Updated: Oct 18, 2018
This will be a topic of controversy, but I feel it’s vital that I address it. I want to first say that life insurance is ABSOLUTELY needed! However, life insurance policies can be very complexed and oversold, so it’s important that you understand what you are buying. As many of you may know, nothing grinds my gears more than life insurance agents calling themselves “Financial Advisors.” They are NOT! They are nothing more than life insurance agents who can only sell you (and many times oversell you) life insurance. The problem is most American can’t tell the difference and become victim to a scheme that can cost them hundreds of thousands! I don’t solely blame the life insurance agent for being the pushy salesman that he is, I blame the industry itself. Life insurance agents are paid off commission, meaning the more money you spend on a policy, the more they get paid. So can you really blame them for wanting you to pay as much as possible? After all, they do have a family to feed. My goal here is not to shun life insurance agents, but it’s to equip you with the knowledge needed to purchase the right amount of insurance you need at the right price.

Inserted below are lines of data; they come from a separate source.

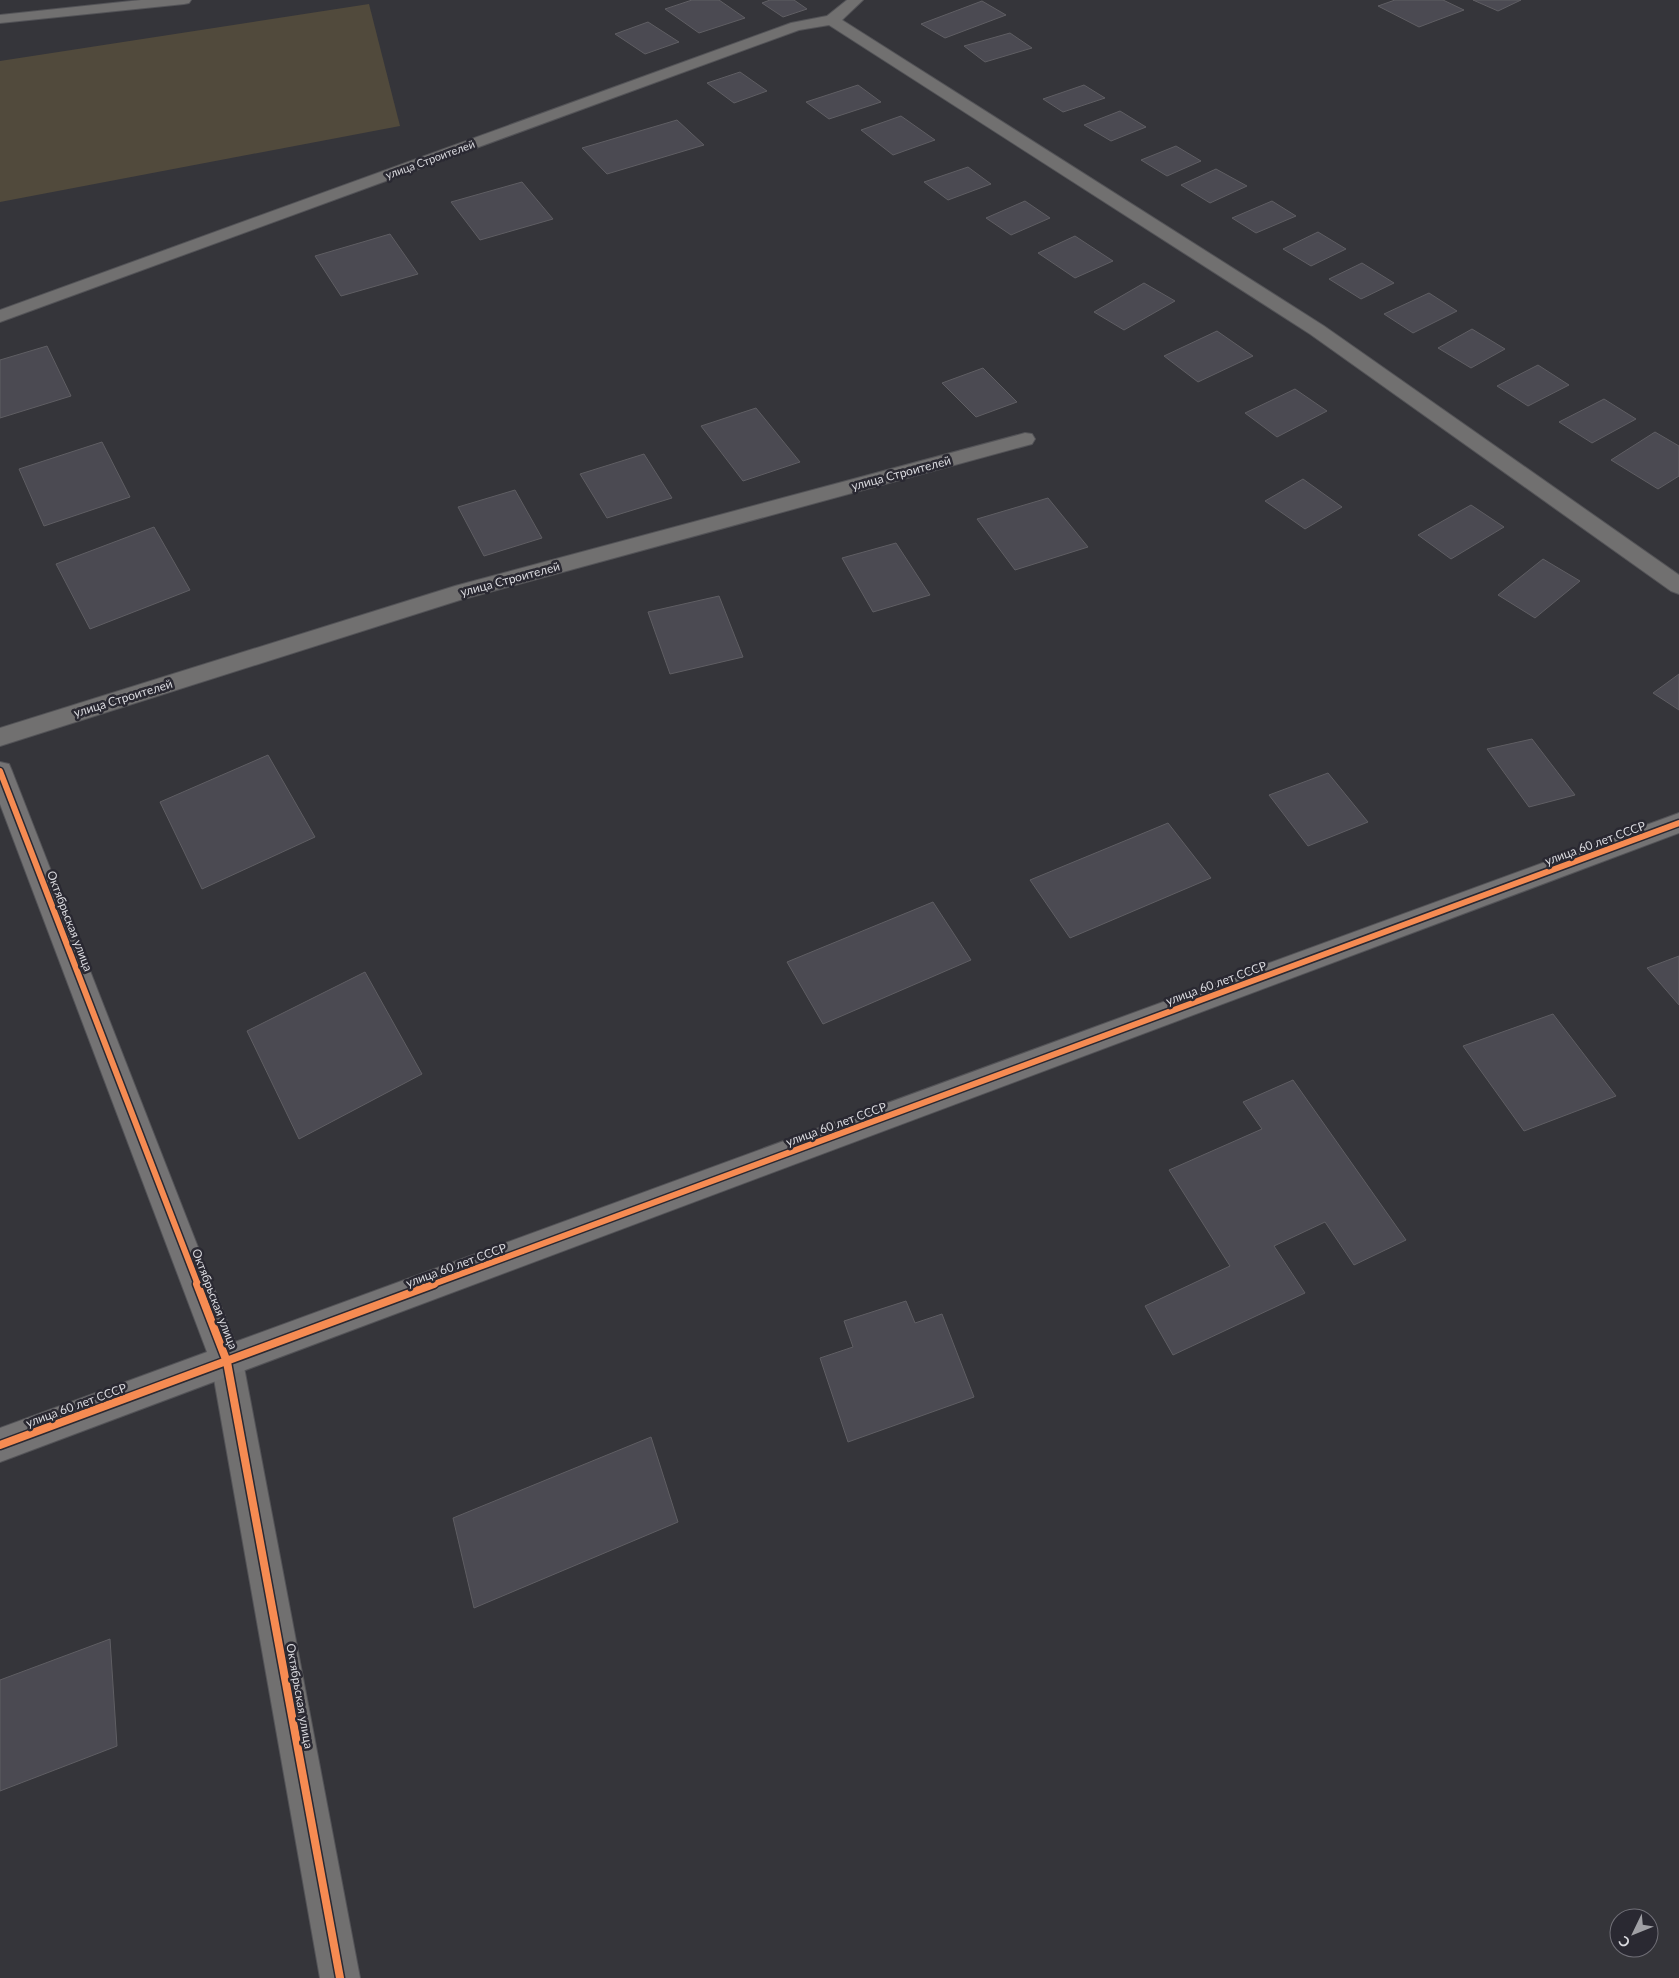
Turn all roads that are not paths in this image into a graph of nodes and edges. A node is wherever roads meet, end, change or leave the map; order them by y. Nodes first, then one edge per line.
1 (184, 0) edge
2 (856, 0) edge
3 (0, 18) edge
4 (832, 20) junction
5 (0, 316) edge
6 (1025, 439) dead end
7 (1679, 586) edge
8 (0, 737) edge
9 (0, 771) edge
10 (1679, 824) edge
11 (227, 1362) junction
12 (0, 1444) edge
13 (340, 1978) edge

1 - 3 street
2 - 4 street
4 - 5 street, улица Строителей
4 - 7 street
6 - 8 street, улица Строителей
9 - 11 street, Октябрьская улица
10 - 11 street, улица 60 лет СССР
11 - 12 street, улица 60 лет СССР
11 - 13 street, Октябрьская улица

Before we dive into the trap and how to avoid it, let’s first understand the difference between the two main types of life insurance, “Term life insurance” and “Permanent (whole) life insurance:
Term Life Insurance:
Term life insurance provides coverage for a certain time-period “term.” It’s often called “pure life insurance” because it’s designed only to protect your dependents in case you die prematurely. If you have a term policy and die within the term, your beneficiaries receive the payout. The policy has no other value. You choose the term when you buy the policy. Common terms are 10, 20 or 30 years. With most policies, the payout, called the death benefit, and the cost, or premium, stay the same throughout the term.
Whole Life Insurance:
Like all permanent life insurance policies, whole life provides lifelong coverage and includes an investment component known as the policy’s cash value. The cash value grows slowly, tax-deferred, meaning you won’t pay taxes on its gains while they’re accumulating. Whole life insurance comes at a cost though, on average about 10x more per month than a term policy of the same amount. You can borrow money against the account or surrender the policy for the cash. But if you don’t repay policy loans with interest, you’ll reduce your death benefit, and if you surrender the policy, you’ll no longer have coverage. Also, the cash value generally doesn’t begin until between the about the 2nd or 3rd year of the policy.

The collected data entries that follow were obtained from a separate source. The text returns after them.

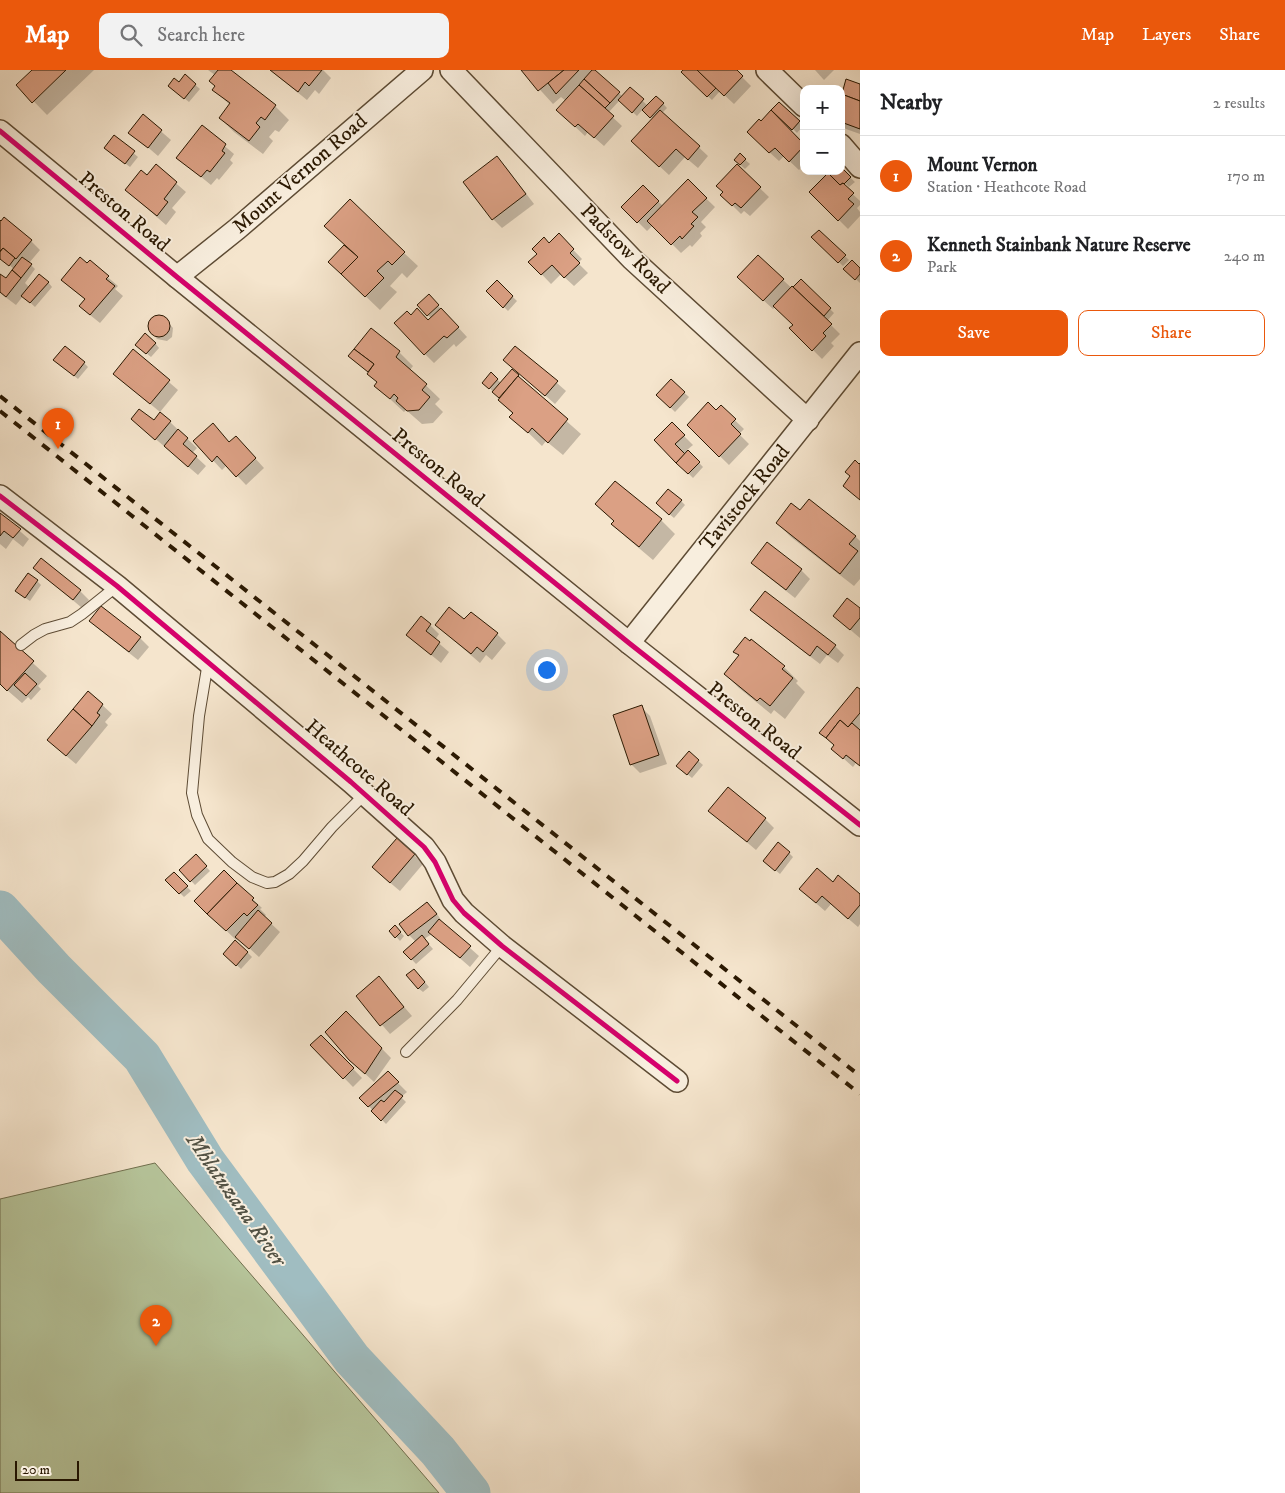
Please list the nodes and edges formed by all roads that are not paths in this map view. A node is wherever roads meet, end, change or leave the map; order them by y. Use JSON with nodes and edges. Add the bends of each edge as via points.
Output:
{"nodes":[{"id":1,"x":422,"y":70,"type":"edge"},
{"id":2,"x":451,"y":70,"type":"edge"},
{"id":3,"x":767,"y":70,"type":"edge"},
{"id":4,"x":800,"y":102,"type":"edge"},
{"id":5,"x":0,"y":131,"type":"edge"},
{"id":6,"x":845,"y":150,"type":"edge"},
{"id":7,"x":860,"y":167,"type":"edge"},
{"id":8,"x":176,"y":277,"type":"junction"},
{"id":9,"x":860,"y":353,"type":"edge"},
{"id":10,"x":808,"y":420,"type":"junction"},
{"id":11,"x":1,"y":498,"type":"edge"},
{"id":12,"x":117,"y":586,"type":"junction"},
{"id":13,"x":629,"y":643,"type":"junction"},
{"id":14,"x":21,"y":645,"type":"dead end"},
{"id":15,"x":208,"y":662,"type":"junction"},
{"id":16,"x":365,"y":794,"type":"junction"},
{"id":17,"x":860,"y":825,"type":"edge"},
{"id":18,"x":502,"y":946,"type":"junction"},
{"id":19,"x":406,"y":1052,"type":"dead end"},
{"id":20,"x":677,"y":1081,"type":"dead end"}],
"edges":[{"from":1,"to":8,"type":"street","name":"Mount Vernon Road","via":[[237,229]]},
{"from":2,"to":10,"type":"street","name":"Padstow Road","via":[[632,259]]},
{"from":3,"to":4,"type":"street"},
{"from":5,"to":8,"type":"street","name":"Preston Road"},
{"from":6,"to":7,"type":"street"},
{"from":8,"to":13,"type":"street","name":"Preston Road"},
{"from":9,"to":10,"type":"street","name":"Tavistock Road"},
{"from":10,"to":13,"type":"street","name":"Tavistock Road"},
{"from":11,"to":12,"type":"street","name":"Heathcote Road"},
{"from":12,"to":14,"type":"lane","via":[[70,622],[45,629]]},
{"from":12,"to":15,"type":"street","name":"Heathcote Road"},
{"from":13,"to":17,"type":"street","name":"Preston Road"},
{"from":15,"to":16,"type":"street","name":"Heathcote Road"},
{"from":15,"to":16,"type":"lane","via":[[198,716],[192,793],[197,815],[208,839],[232,862],[252,877],[267,883],[275,882],[304,861]]},
{"from":16,"to":18,"type":"street","name":"Heathcote Road","via":[[424,847],[464,914]]},
{"from":18,"to":19,"type":"lane","via":[[457,1000]]},
{"from":18,"to":20,"type":"street","name":"Heathcote Road"}]}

So which one is best for you? There aren't many absolute answers in personal finance but for 95% of people, especially for my millennials, there absolutely no reason to get permanent insurance. A term policy will be about 10x cheaper and give you the coverage you need for the duration you will need it. In fact, buying an expensive whole life policy could really damage your chances at financial independence. Take this life insurance comparison between John and Joe:
John (Whole Life) Joe (30 Year-Term)
Start date: 1/1/2012 Start Date: 1/1/2012
Death Benefit: $250,000 Death Benefit: $250,000
Yearly Premium: $3,100 Yearly Premium: $204
Total Premium Paid: $20,666 Total Premium Paid: $1,360
Cash value: $12,360 Excess cash invested: $33,873
From our example, we can see that Joe pay 15x less a year for the same amount of insurance that Joe has. Also, after just over 6 years Joe has accumulated $21,513 more than John due to his insurance savings! If we were to project this over a 30-year-period, the difference in wealth would be astronomical. However, the key is to INVEST THOSE SAVINGS! If you can’t trust yourself to use your savings wisely than you may fall in that 5% that would be better off with permanent insurance.
Now that we know which type of insurance to purchase, how much do we need? There are many rules of thumb out there (10x your salary, 5x your salary, the total of your debts) but it really depends on your situation. For example, if you are single and no one depends on your income then having enough insurance to cover your outstanding debt + funeral cost is sufficient. However, if you are the breadwinner in your family and have 2 kids who depend on your income then maybe 10x-15x your salary should be your range. Whatever the case you should always have some amount of insurance. As the saying goes, “It’s best to have and not need, then to need and not have.”